Collected data entries:
>>>

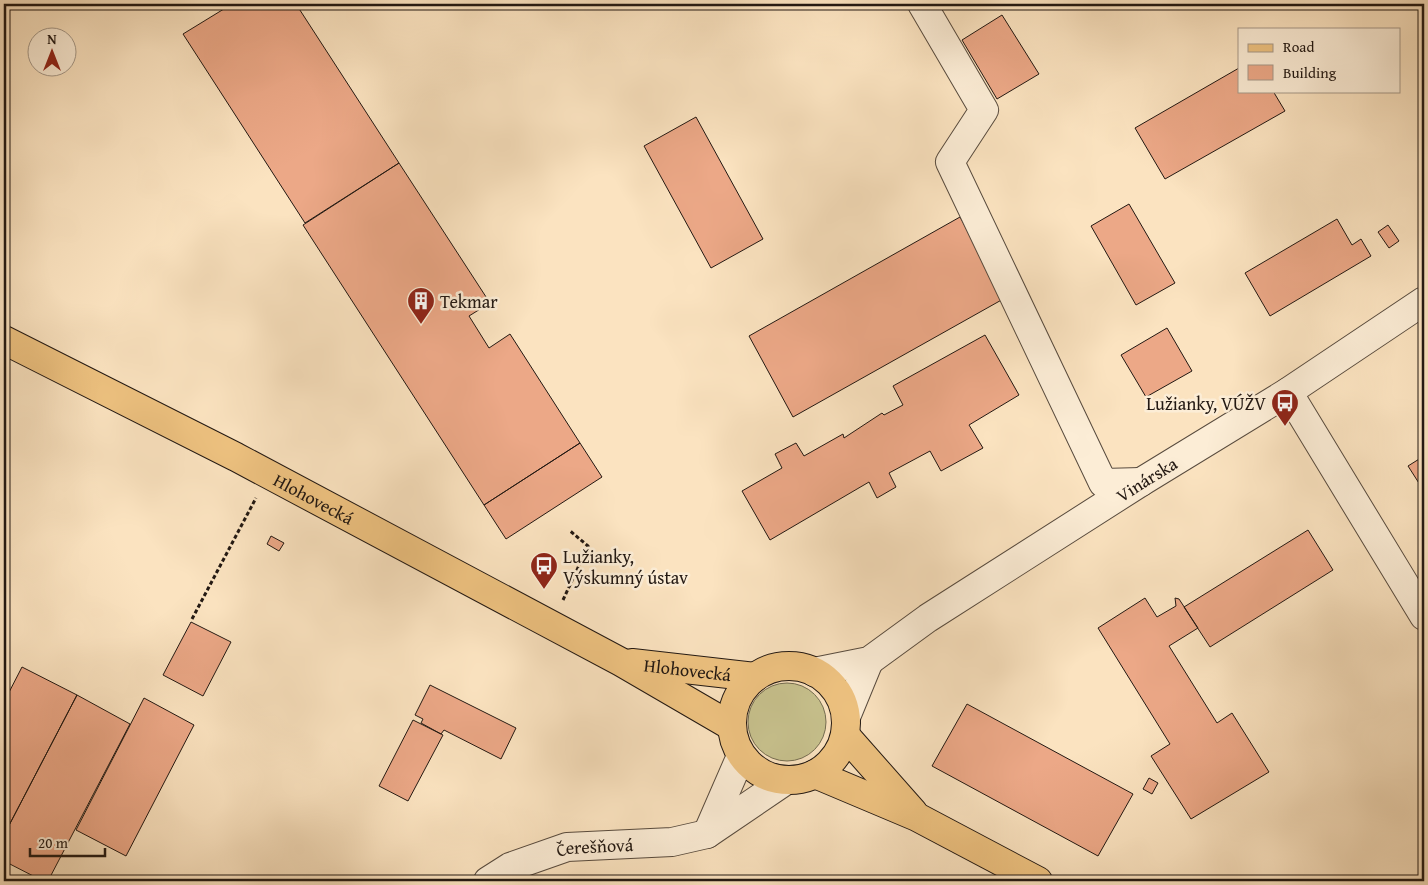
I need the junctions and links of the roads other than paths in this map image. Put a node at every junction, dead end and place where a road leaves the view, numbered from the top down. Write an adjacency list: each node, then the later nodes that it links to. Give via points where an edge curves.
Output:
1 (922, 4): 5 (street, via 984,110 950,162 1103,483)
2 (1424, 301): 4 (street, Vinárska)
3 (4, 340): 8 (main road, Hlohovecká, via 236,457)
4 (1288, 392): 5 (street, Vinárska); 6 (street)
5 (1141, 482): 7 (street, Vinárska, via 928,618)
6 (1424, 616)
7 (869, 661): 9 (street, Vinárska); 12 (street)
8 (621, 662): 10 (main road, Hlohovecká); 11 (main road, Hlohovecká)
9 (814, 672): 10 (main road, via 790,666 771,669); 12 (main road, via 840,698)
10 (755, 677): 11 (main road, via 737,698)
11 (731, 726): 13 (main road)
12 (845, 726): 14 (main road, via 843,743 834,758); 16 (main road)
13 (741, 756): 15 (main road, via 760,773); 17 (street)
14 (815, 774): 15 (main road); 16 (main road)
15 (785, 781): 17 (street, Čerešňová)
16 (917, 817): 19 (main road)
17 (707, 834): 18 (street, Čerešňová, via 672,842 567,848 510,867)
18 (488, 881)
19 (1038, 881)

<<<

YOUR INSTRUCTIONS: The answer must match the entries above line for line, with the pictures dropped.

RESPONSE BOX:
I need the junctions and links of the roads other than paths in this map image. Put a node at every junction, dead end and place where a road leaves the view, numbered from the top down. Write an adjacency list: each node, then the later nodes that it links to. Give via points where an edge curves.
Output:
1 (922, 4): 5 (street, via 984,110 950,162 1103,483)
2 (1424, 301): 4 (street, Vinárska)
3 (4, 340): 8 (main road, Hlohovecká, via 236,457)
4 (1288, 392): 5 (street, Vinárska); 6 (street)
5 (1141, 482): 7 (street, Vinárska, via 928,618)
6 (1424, 616)
7 (869, 661): 9 (street, Vinárska); 12 (street)
8 (621, 662): 10 (main road, Hlohovecká); 11 (main road, Hlohovecká)
9 (814, 672): 10 (main road, via 790,666 771,669); 12 (main road, via 840,698)
10 (755, 677): 11 (main road, via 737,698)
11 (731, 726): 13 (main road)
12 (845, 726): 14 (main road, via 843,743 834,758); 16 (main road)
13 (741, 756): 15 (main road, via 760,773); 17 (street)
14 (815, 774): 15 (main road); 16 (main road)
15 (785, 781): 17 (street, Čerešňová)
16 (917, 817): 19 (main road)
17 (707, 834): 18 (street, Čerešňová, via 672,842 567,848 510,867)
18 (488, 881)
19 (1038, 881)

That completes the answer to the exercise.